(Stored data)
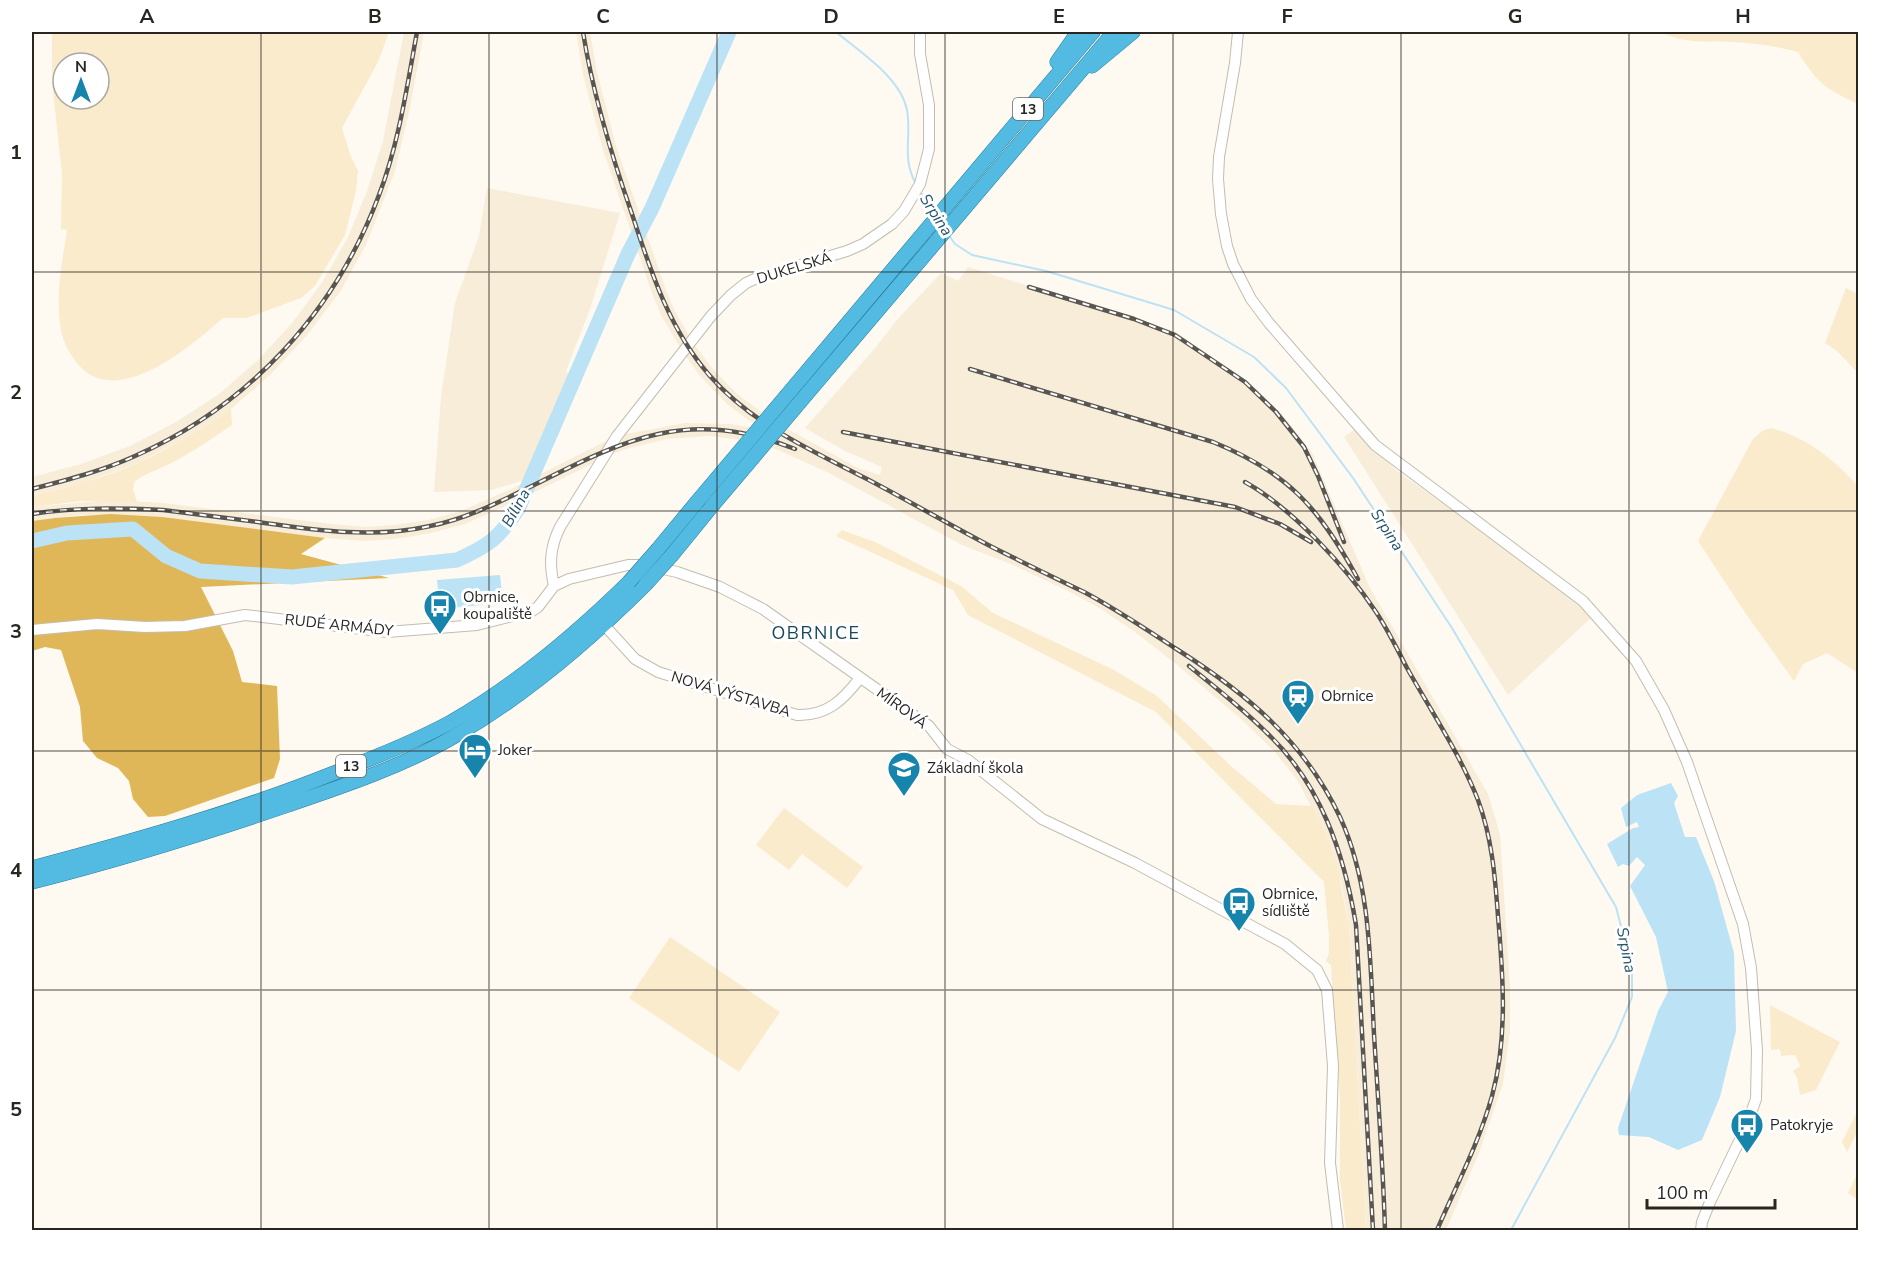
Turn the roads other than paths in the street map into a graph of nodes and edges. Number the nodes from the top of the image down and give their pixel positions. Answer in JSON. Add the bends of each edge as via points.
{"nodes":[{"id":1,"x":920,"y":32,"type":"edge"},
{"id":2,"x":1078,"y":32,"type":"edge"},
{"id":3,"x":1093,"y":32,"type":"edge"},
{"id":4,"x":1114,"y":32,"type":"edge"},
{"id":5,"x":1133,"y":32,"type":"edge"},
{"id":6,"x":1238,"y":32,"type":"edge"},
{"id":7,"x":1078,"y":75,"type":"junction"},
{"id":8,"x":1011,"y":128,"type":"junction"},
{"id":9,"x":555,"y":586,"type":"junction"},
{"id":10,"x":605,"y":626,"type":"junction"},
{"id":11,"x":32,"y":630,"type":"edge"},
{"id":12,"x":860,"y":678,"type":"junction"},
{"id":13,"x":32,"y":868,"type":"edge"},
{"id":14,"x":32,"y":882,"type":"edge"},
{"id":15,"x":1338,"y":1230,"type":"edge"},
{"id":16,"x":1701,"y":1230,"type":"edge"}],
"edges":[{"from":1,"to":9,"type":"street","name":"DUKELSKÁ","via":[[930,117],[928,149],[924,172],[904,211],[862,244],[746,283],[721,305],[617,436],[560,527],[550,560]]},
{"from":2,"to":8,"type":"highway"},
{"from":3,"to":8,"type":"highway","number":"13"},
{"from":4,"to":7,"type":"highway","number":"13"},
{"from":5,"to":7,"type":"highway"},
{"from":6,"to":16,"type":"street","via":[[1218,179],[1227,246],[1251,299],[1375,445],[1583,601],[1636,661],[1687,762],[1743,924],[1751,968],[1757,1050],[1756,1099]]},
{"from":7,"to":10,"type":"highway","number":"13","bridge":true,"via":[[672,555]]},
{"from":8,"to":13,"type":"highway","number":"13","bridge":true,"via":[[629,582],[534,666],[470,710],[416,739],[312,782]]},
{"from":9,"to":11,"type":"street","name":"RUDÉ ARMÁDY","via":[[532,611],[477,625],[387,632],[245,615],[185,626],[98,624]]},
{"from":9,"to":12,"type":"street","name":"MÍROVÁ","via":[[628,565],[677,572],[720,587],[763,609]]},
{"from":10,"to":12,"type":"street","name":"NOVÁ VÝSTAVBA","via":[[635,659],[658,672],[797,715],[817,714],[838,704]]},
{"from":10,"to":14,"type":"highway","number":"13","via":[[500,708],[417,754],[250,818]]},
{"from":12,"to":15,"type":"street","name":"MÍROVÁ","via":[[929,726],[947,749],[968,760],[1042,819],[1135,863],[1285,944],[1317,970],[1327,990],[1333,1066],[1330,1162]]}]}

◆ Problem
Please return the records above exactly as written, dropping every picture.

◆ Result for this task
Turn the roads other than paths in the street map into a graph of nodes and edges. Number the nodes from the top of the image down and give their pixel positions. Answer in JSON. Add the bends of each edge as via points.
{"nodes":[{"id":1,"x":920,"y":32,"type":"edge"},
{"id":2,"x":1078,"y":32,"type":"edge"},
{"id":3,"x":1093,"y":32,"type":"edge"},
{"id":4,"x":1114,"y":32,"type":"edge"},
{"id":5,"x":1133,"y":32,"type":"edge"},
{"id":6,"x":1238,"y":32,"type":"edge"},
{"id":7,"x":1078,"y":75,"type":"junction"},
{"id":8,"x":1011,"y":128,"type":"junction"},
{"id":9,"x":555,"y":586,"type":"junction"},
{"id":10,"x":605,"y":626,"type":"junction"},
{"id":11,"x":32,"y":630,"type":"edge"},
{"id":12,"x":860,"y":678,"type":"junction"},
{"id":13,"x":32,"y":868,"type":"edge"},
{"id":14,"x":32,"y":882,"type":"edge"},
{"id":15,"x":1338,"y":1230,"type":"edge"},
{"id":16,"x":1701,"y":1230,"type":"edge"}],
"edges":[{"from":1,"to":9,"type":"street","name":"DUKELSKÁ","via":[[930,117],[928,149],[924,172],[904,211],[862,244],[746,283],[721,305],[617,436],[560,527],[550,560]]},
{"from":2,"to":8,"type":"highway"},
{"from":3,"to":8,"type":"highway","number":"13"},
{"from":4,"to":7,"type":"highway","number":"13"},
{"from":5,"to":7,"type":"highway"},
{"from":6,"to":16,"type":"street","via":[[1218,179],[1227,246],[1251,299],[1375,445],[1583,601],[1636,661],[1687,762],[1743,924],[1751,968],[1757,1050],[1756,1099]]},
{"from":7,"to":10,"type":"highway","number":"13","bridge":true,"via":[[672,555]]},
{"from":8,"to":13,"type":"highway","number":"13","bridge":true,"via":[[629,582],[534,666],[470,710],[416,739],[312,782]]},
{"from":9,"to":11,"type":"street","name":"RUDÉ ARMÁDY","via":[[532,611],[477,625],[387,632],[245,615],[185,626],[98,624]]},
{"from":9,"to":12,"type":"street","name":"MÍROVÁ","via":[[628,565],[677,572],[720,587],[763,609]]},
{"from":10,"to":12,"type":"street","name":"NOVÁ VÝSTAVBA","via":[[635,659],[658,672],[797,715],[817,714],[838,704]]},
{"from":10,"to":14,"type":"highway","number":"13","via":[[500,708],[417,754],[250,818]]},
{"from":12,"to":15,"type":"street","name":"MÍROVÁ","via":[[929,726],[947,749],[968,760],[1042,819],[1135,863],[1285,944],[1317,970],[1327,990],[1333,1066],[1330,1162]]}]}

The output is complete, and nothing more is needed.